— What is expected —
Retype every entry exactly, character for character.

— Stored data entries —
++++++

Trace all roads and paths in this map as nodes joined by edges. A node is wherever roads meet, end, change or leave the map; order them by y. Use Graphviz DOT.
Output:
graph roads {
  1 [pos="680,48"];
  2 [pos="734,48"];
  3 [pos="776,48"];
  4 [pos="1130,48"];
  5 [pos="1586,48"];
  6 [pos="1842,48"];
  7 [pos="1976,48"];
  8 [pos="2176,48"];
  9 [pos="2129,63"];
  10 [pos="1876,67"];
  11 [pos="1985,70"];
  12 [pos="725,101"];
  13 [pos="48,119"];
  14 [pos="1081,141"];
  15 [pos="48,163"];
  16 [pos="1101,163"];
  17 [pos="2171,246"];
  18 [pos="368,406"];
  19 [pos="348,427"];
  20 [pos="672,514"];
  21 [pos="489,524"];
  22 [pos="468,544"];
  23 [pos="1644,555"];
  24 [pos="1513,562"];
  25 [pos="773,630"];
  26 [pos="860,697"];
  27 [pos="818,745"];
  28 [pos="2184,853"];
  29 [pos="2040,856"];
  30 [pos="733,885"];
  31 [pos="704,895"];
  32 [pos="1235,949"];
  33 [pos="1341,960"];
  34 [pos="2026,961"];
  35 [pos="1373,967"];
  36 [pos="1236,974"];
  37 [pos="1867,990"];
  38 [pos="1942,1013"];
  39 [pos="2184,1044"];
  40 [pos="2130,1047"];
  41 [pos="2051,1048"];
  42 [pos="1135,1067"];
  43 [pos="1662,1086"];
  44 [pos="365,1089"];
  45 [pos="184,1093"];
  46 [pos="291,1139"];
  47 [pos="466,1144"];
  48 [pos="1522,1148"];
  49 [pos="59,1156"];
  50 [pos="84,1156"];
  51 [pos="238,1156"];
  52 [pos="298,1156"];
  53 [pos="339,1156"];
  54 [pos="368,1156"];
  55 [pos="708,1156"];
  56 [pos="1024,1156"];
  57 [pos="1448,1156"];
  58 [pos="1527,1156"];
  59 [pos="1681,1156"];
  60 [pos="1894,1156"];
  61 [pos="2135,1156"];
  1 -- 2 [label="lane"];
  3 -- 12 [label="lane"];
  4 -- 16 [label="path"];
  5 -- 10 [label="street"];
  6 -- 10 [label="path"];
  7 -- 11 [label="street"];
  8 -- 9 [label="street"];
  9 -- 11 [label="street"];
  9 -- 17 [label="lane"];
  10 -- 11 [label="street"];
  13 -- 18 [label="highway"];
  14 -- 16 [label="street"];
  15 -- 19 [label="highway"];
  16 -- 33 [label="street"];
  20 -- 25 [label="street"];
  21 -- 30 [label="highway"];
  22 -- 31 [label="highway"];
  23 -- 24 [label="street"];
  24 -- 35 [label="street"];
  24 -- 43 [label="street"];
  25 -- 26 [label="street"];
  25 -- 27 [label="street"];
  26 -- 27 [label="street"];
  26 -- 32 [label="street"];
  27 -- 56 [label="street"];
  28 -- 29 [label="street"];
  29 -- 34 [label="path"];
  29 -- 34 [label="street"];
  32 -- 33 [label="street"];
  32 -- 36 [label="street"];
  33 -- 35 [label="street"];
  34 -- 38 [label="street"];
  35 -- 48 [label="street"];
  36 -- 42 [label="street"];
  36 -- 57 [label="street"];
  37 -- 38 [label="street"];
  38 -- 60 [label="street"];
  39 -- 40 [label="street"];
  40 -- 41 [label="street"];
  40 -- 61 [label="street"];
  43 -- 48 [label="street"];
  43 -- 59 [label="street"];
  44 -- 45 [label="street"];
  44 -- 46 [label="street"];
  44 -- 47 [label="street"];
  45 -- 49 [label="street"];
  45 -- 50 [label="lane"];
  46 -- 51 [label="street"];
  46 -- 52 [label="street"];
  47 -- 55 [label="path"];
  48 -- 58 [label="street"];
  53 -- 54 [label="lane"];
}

++++++

— Solution below —
Trace all roads and paths in this map as nodes joined by edges. A node is wherever roads meet, end, change or leave the map; order them by y. Use Graphviz DOT.
Output:
graph roads {
  1 [pos="680,48"];
  2 [pos="734,48"];
  3 [pos="776,48"];
  4 [pos="1130,48"];
  5 [pos="1586,48"];
  6 [pos="1842,48"];
  7 [pos="1976,48"];
  8 [pos="2176,48"];
  9 [pos="2129,63"];
  10 [pos="1876,67"];
  11 [pos="1985,70"];
  12 [pos="725,101"];
  13 [pos="48,119"];
  14 [pos="1081,141"];
  15 [pos="48,163"];
  16 [pos="1101,163"];
  17 [pos="2171,246"];
  18 [pos="368,406"];
  19 [pos="348,427"];
  20 [pos="672,514"];
  21 [pos="489,524"];
  22 [pos="468,544"];
  23 [pos="1644,555"];
  24 [pos="1513,562"];
  25 [pos="773,630"];
  26 [pos="860,697"];
  27 [pos="818,745"];
  28 [pos="2184,853"];
  29 [pos="2040,856"];
  30 [pos="733,885"];
  31 [pos="704,895"];
  32 [pos="1235,949"];
  33 [pos="1341,960"];
  34 [pos="2026,961"];
  35 [pos="1373,967"];
  36 [pos="1236,974"];
  37 [pos="1867,990"];
  38 [pos="1942,1013"];
  39 [pos="2184,1044"];
  40 [pos="2130,1047"];
  41 [pos="2051,1048"];
  42 [pos="1135,1067"];
  43 [pos="1662,1086"];
  44 [pos="365,1089"];
  45 [pos="184,1093"];
  46 [pos="291,1139"];
  47 [pos="466,1144"];
  48 [pos="1522,1148"];
  49 [pos="59,1156"];
  50 [pos="84,1156"];
  51 [pos="238,1156"];
  52 [pos="298,1156"];
  53 [pos="339,1156"];
  54 [pos="368,1156"];
  55 [pos="708,1156"];
  56 [pos="1024,1156"];
  57 [pos="1448,1156"];
  58 [pos="1527,1156"];
  59 [pos="1681,1156"];
  60 [pos="1894,1156"];
  61 [pos="2135,1156"];
  1 -- 2 [label="lane"];
  3 -- 12 [label="lane"];
  4 -- 16 [label="path"];
  5 -- 10 [label="street"];
  6 -- 10 [label="path"];
  7 -- 11 [label="street"];
  8 -- 9 [label="street"];
  9 -- 11 [label="street"];
  9 -- 17 [label="lane"];
  10 -- 11 [label="street"];
  13 -- 18 [label="highway"];
  14 -- 16 [label="street"];
  15 -- 19 [label="highway"];
  16 -- 33 [label="street"];
  20 -- 25 [label="street"];
  21 -- 30 [label="highway"];
  22 -- 31 [label="highway"];
  23 -- 24 [label="street"];
  24 -- 35 [label="street"];
  24 -- 43 [label="street"];
  25 -- 26 [label="street"];
  25 -- 27 [label="street"];
  26 -- 27 [label="street"];
  26 -- 32 [label="street"];
  27 -- 56 [label="street"];
  28 -- 29 [label="street"];
  29 -- 34 [label="path"];
  29 -- 34 [label="street"];
  32 -- 33 [label="street"];
  32 -- 36 [label="street"];
  33 -- 35 [label="street"];
  34 -- 38 [label="street"];
  35 -- 48 [label="street"];
  36 -- 42 [label="street"];
  36 -- 57 [label="street"];
  37 -- 38 [label="street"];
  38 -- 60 [label="street"];
  39 -- 40 [label="street"];
  40 -- 41 [label="street"];
  40 -- 61 [label="street"];
  43 -- 48 [label="street"];
  43 -- 59 [label="street"];
  44 -- 45 [label="street"];
  44 -- 46 [label="street"];
  44 -- 47 [label="street"];
  45 -- 49 [label="street"];
  45 -- 50 [label="lane"];
  46 -- 51 [label="street"];
  46 -- 52 [label="street"];
  47 -- 55 [label="path"];
  48 -- 58 [label="street"];
  53 -- 54 [label="lane"];
}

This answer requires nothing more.